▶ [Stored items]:
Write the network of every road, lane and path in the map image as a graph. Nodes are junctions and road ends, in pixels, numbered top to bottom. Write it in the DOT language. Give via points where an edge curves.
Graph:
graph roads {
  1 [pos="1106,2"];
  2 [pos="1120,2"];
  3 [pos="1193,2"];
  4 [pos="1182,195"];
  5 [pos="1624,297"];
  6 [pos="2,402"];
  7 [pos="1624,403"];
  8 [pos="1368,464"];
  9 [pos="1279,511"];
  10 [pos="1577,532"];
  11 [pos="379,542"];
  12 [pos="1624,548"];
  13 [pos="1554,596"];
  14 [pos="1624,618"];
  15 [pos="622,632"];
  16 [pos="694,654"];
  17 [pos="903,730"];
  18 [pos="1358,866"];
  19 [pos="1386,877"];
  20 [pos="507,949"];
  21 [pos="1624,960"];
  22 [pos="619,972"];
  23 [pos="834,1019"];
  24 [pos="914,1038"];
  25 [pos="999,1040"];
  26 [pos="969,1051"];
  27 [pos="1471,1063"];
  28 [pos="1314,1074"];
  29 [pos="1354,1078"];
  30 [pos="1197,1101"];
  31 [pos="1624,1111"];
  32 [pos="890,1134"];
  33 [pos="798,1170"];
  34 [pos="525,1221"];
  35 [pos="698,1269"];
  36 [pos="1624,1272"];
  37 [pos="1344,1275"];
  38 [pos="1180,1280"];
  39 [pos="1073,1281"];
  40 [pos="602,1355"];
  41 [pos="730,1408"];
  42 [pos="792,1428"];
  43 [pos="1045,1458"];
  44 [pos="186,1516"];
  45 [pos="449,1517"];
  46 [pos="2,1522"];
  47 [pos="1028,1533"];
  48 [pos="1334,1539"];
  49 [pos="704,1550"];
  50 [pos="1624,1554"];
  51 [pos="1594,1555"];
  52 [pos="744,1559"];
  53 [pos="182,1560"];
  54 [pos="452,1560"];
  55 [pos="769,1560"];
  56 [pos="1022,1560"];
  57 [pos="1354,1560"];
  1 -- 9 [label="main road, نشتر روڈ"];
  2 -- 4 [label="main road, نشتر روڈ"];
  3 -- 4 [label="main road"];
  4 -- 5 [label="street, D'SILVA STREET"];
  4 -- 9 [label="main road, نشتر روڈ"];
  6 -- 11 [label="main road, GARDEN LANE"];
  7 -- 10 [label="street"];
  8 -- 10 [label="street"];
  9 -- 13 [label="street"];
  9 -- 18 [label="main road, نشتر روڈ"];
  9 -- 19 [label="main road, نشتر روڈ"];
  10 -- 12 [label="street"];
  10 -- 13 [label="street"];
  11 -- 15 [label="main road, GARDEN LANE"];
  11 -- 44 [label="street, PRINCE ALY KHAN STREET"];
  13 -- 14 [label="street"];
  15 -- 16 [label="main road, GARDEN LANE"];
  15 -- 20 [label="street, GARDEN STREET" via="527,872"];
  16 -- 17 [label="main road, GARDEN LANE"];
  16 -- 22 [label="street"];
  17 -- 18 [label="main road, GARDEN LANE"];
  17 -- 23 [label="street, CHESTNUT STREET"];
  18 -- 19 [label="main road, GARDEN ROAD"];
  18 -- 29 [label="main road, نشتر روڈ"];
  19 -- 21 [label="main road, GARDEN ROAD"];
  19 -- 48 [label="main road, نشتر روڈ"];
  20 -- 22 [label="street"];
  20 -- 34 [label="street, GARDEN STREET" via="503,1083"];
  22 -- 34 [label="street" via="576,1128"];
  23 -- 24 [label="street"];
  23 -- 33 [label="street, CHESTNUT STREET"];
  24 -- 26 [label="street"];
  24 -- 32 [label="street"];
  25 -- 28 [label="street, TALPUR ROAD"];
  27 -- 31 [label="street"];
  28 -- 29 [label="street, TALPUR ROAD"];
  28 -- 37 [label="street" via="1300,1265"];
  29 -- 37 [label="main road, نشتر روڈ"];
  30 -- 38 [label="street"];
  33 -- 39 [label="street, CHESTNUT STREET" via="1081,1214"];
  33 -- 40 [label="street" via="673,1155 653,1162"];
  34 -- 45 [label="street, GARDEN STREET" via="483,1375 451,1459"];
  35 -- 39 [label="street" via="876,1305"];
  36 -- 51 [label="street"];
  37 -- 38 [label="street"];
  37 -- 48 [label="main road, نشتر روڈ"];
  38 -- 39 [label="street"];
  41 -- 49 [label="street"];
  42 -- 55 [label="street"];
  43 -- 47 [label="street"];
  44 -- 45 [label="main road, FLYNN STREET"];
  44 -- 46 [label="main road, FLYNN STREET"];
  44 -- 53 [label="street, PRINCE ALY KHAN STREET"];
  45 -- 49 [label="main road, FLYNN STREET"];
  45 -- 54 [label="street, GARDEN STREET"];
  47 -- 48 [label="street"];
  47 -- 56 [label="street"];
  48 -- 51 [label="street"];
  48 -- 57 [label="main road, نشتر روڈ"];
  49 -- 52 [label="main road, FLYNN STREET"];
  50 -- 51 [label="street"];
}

▶ [PROBLEM REQUIREMENTS]:
In your response, give all the records again with nothing altered.

▶ [RESULT OF THE TASK]:
Write the network of every road, lane and path in the map image as a graph. Nodes are junctions and road ends, in pixels, numbered top to bottom. Write it in the DOT language. Give via points where an edge curves.
Graph:
graph roads {
  1 [pos="1106,2"];
  2 [pos="1120,2"];
  3 [pos="1193,2"];
  4 [pos="1182,195"];
  5 [pos="1624,297"];
  6 [pos="2,402"];
  7 [pos="1624,403"];
  8 [pos="1368,464"];
  9 [pos="1279,511"];
  10 [pos="1577,532"];
  11 [pos="379,542"];
  12 [pos="1624,548"];
  13 [pos="1554,596"];
  14 [pos="1624,618"];
  15 [pos="622,632"];
  16 [pos="694,654"];
  17 [pos="903,730"];
  18 [pos="1358,866"];
  19 [pos="1386,877"];
  20 [pos="507,949"];
  21 [pos="1624,960"];
  22 [pos="619,972"];
  23 [pos="834,1019"];
  24 [pos="914,1038"];
  25 [pos="999,1040"];
  26 [pos="969,1051"];
  27 [pos="1471,1063"];
  28 [pos="1314,1074"];
  29 [pos="1354,1078"];
  30 [pos="1197,1101"];
  31 [pos="1624,1111"];
  32 [pos="890,1134"];
  33 [pos="798,1170"];
  34 [pos="525,1221"];
  35 [pos="698,1269"];
  36 [pos="1624,1272"];
  37 [pos="1344,1275"];
  38 [pos="1180,1280"];
  39 [pos="1073,1281"];
  40 [pos="602,1355"];
  41 [pos="730,1408"];
  42 [pos="792,1428"];
  43 [pos="1045,1458"];
  44 [pos="186,1516"];
  45 [pos="449,1517"];
  46 [pos="2,1522"];
  47 [pos="1028,1533"];
  48 [pos="1334,1539"];
  49 [pos="704,1550"];
  50 [pos="1624,1554"];
  51 [pos="1594,1555"];
  52 [pos="744,1559"];
  53 [pos="182,1560"];
  54 [pos="452,1560"];
  55 [pos="769,1560"];
  56 [pos="1022,1560"];
  57 [pos="1354,1560"];
  1 -- 9 [label="main road, نشتر روڈ"];
  2 -- 4 [label="main road, نشتر روڈ"];
  3 -- 4 [label="main road"];
  4 -- 5 [label="street, D'SILVA STREET"];
  4 -- 9 [label="main road, نشتر روڈ"];
  6 -- 11 [label="main road, GARDEN LANE"];
  7 -- 10 [label="street"];
  8 -- 10 [label="street"];
  9 -- 13 [label="street"];
  9 -- 18 [label="main road, نشتر روڈ"];
  9 -- 19 [label="main road, نشتر روڈ"];
  10 -- 12 [label="street"];
  10 -- 13 [label="street"];
  11 -- 15 [label="main road, GARDEN LANE"];
  11 -- 44 [label="street, PRINCE ALY KHAN STREET"];
  13 -- 14 [label="street"];
  15 -- 16 [label="main road, GARDEN LANE"];
  15 -- 20 [label="street, GARDEN STREET" via="527,872"];
  16 -- 17 [label="main road, GARDEN LANE"];
  16 -- 22 [label="street"];
  17 -- 18 [label="main road, GARDEN LANE"];
  17 -- 23 [label="street, CHESTNUT STREET"];
  18 -- 19 [label="main road, GARDEN ROAD"];
  18 -- 29 [label="main road, نشتر روڈ"];
  19 -- 21 [label="main road, GARDEN ROAD"];
  19 -- 48 [label="main road, نشتر روڈ"];
  20 -- 22 [label="street"];
  20 -- 34 [label="street, GARDEN STREET" via="503,1083"];
  22 -- 34 [label="street" via="576,1128"];
  23 -- 24 [label="street"];
  23 -- 33 [label="street, CHESTNUT STREET"];
  24 -- 26 [label="street"];
  24 -- 32 [label="street"];
  25 -- 28 [label="street, TALPUR ROAD"];
  27 -- 31 [label="street"];
  28 -- 29 [label="street, TALPUR ROAD"];
  28 -- 37 [label="street" via="1300,1265"];
  29 -- 37 [label="main road, نشتر روڈ"];
  30 -- 38 [label="street"];
  33 -- 39 [label="street, CHESTNUT STREET" via="1081,1214"];
  33 -- 40 [label="street" via="673,1155 653,1162"];
  34 -- 45 [label="street, GARDEN STREET" via="483,1375 451,1459"];
  35 -- 39 [label="street" via="876,1305"];
  36 -- 51 [label="street"];
  37 -- 38 [label="street"];
  37 -- 48 [label="main road, نشتر روڈ"];
  38 -- 39 [label="street"];
  41 -- 49 [label="street"];
  42 -- 55 [label="street"];
  43 -- 47 [label="street"];
  44 -- 45 [label="main road, FLYNN STREET"];
  44 -- 46 [label="main road, FLYNN STREET"];
  44 -- 53 [label="street, PRINCE ALY KHAN STREET"];
  45 -- 49 [label="main road, FLYNN STREET"];
  45 -- 54 [label="street, GARDEN STREET"];
  47 -- 48 [label="street"];
  47 -- 56 [label="street"];
  48 -- 51 [label="street"];
  48 -- 57 [label="main road, نشتر روڈ"];
  49 -- 52 [label="main road, FLYNN STREET"];
  50 -- 51 [label="street"];
}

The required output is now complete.